At the time of Yosemite’s closure, California had already reported 23 deaths and over 1,180 confirmed COVID-19 cases. The state had become one of the hardest-hit areas in the country. This situation had prompted Governor Newsom to take stringent measures to slow the spread of the virus and protect public health.

The Broader Implications

Yosemite National Park’s closure is a symbolic move in the larger effort to contain the COVID-19 pandemic. This pandemic has not only upended daily life but has also forced a reevaluation of public spaces and their usage. As one of the most recognized national parks in the world, Yosemite’s decision to close its gates reverberates across the entire national park system.
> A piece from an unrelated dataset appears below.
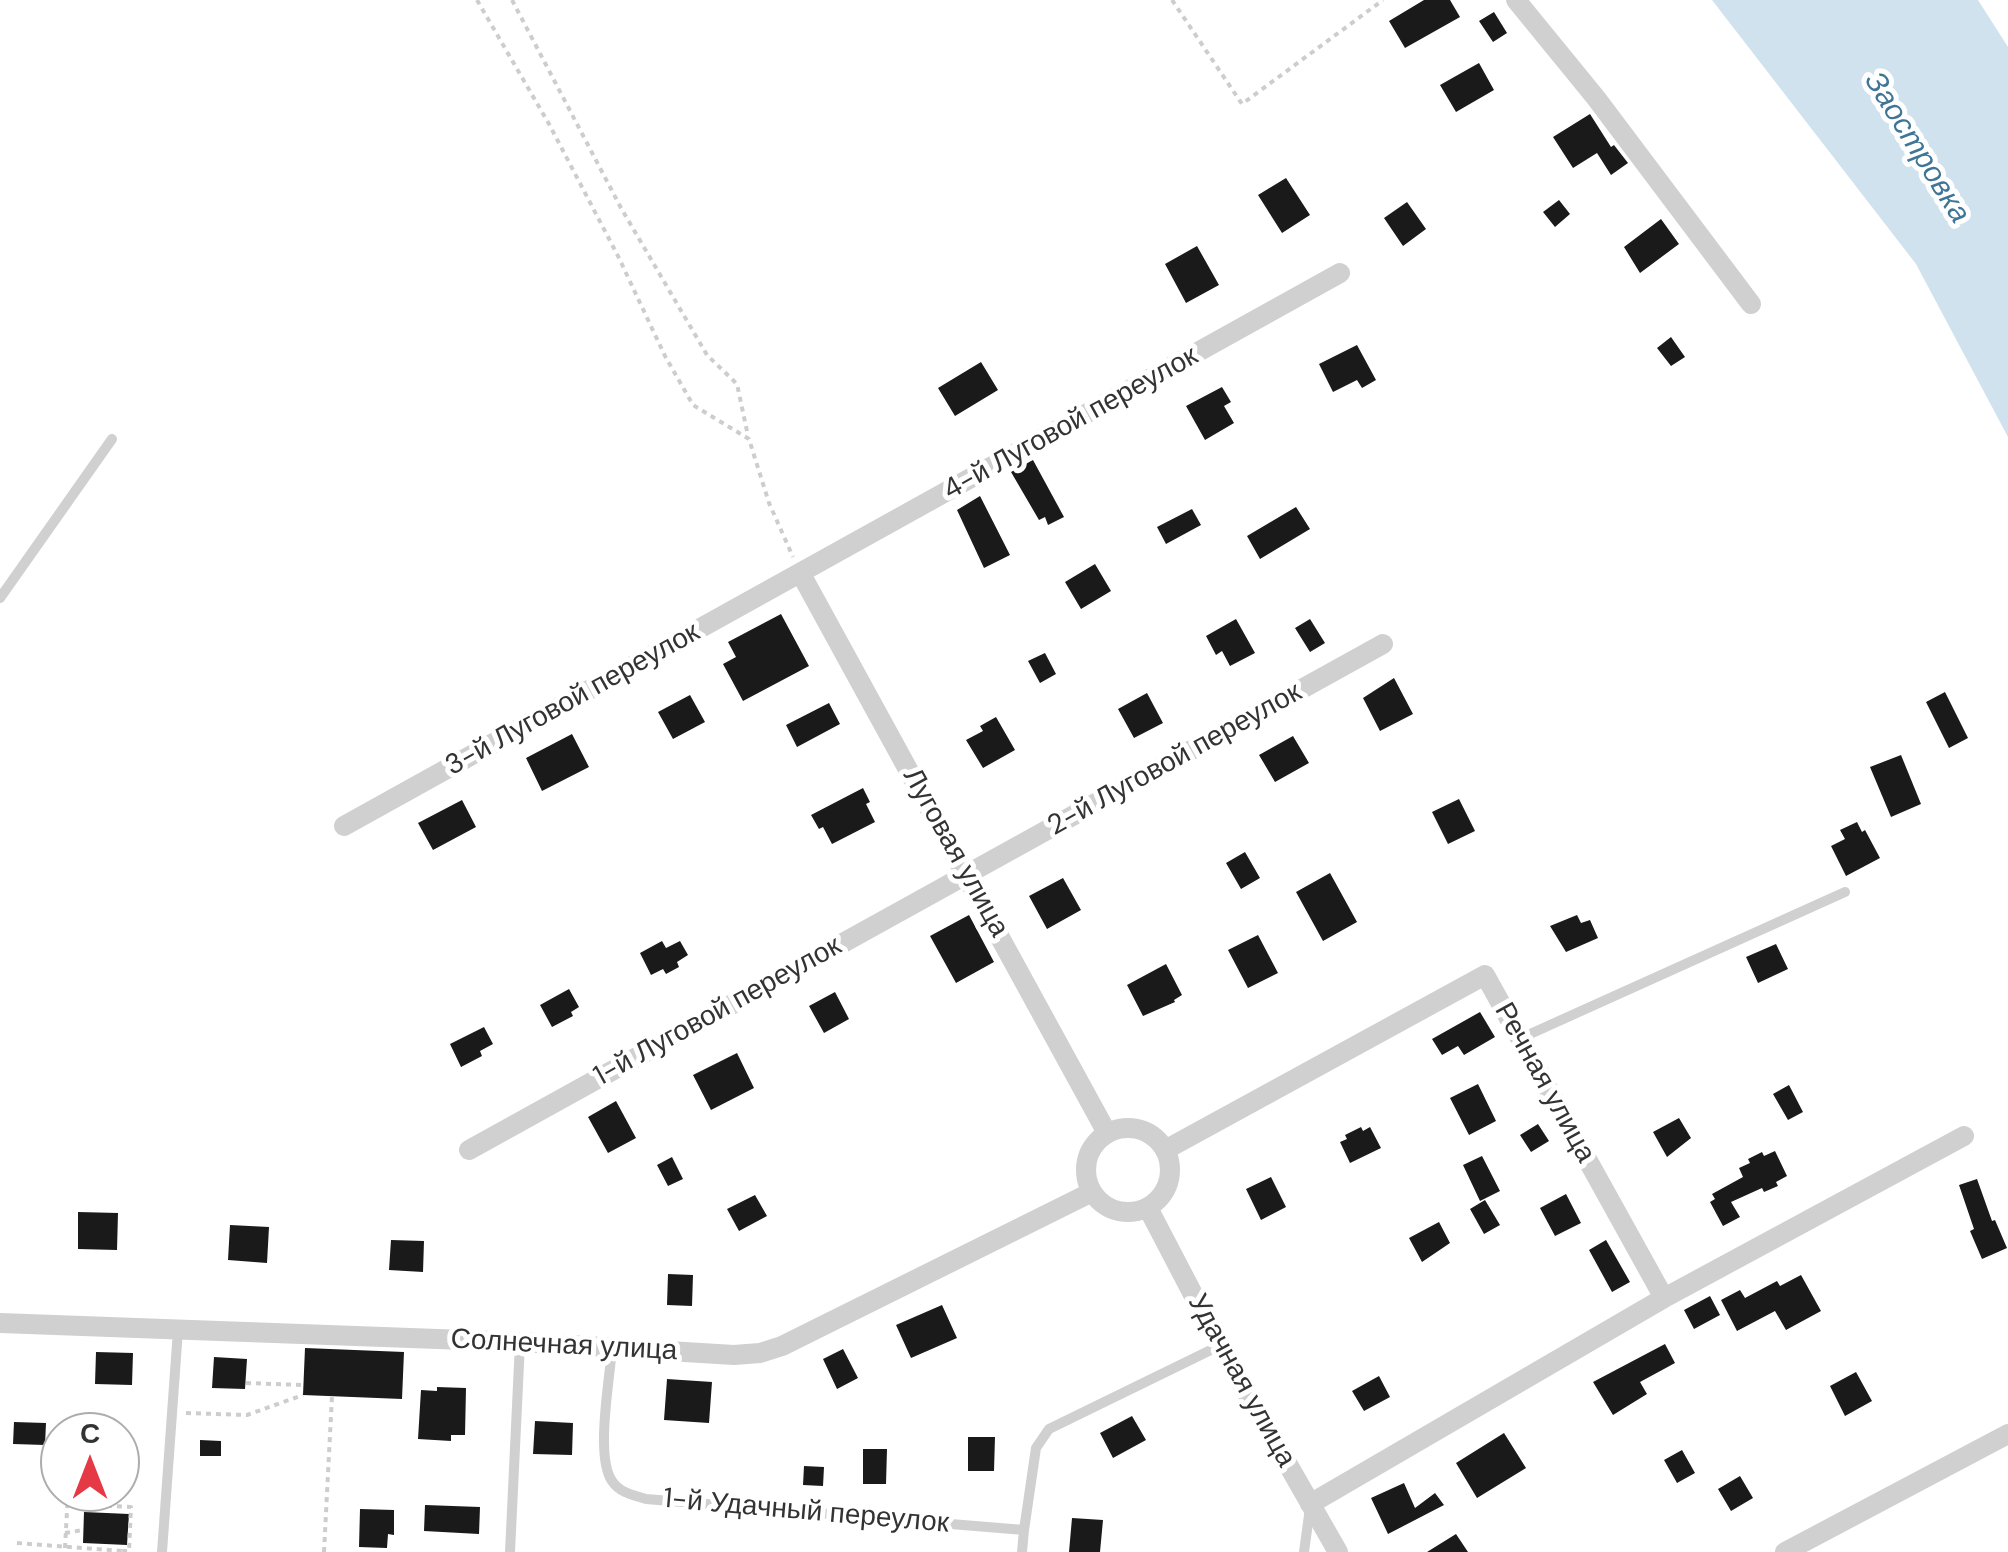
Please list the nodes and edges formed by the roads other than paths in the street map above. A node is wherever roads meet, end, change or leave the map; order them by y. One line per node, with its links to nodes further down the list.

While the closure is a safeguard for public health, it also poses economic and social challenges. The surrounding communities that depend on the park for tourism and employment will undoubtedly feel the impact. Furthermore, the park’s closure sends a powerful message about the gravity of the pandemic and the collective responsibility to mitigate its spread.


Yosemite National Park’s temporary closure serves as a poignant reminder of the profound impact of the COVID-19 pandemic on public spaces, local communities, and public health. While the closure itself is unprecedented, it reflects a shared commitment to protecting the health of visitors and employees.

As California battles to contain the virus, this measure is part of the collective response to a global crisis. It also raises critical questions about the responsible use of public spaces, especially those with high visitor numbers. The decision to close Yosemite National Park showcases the need to balance public health and the preservation of natural treasures during these challenging times.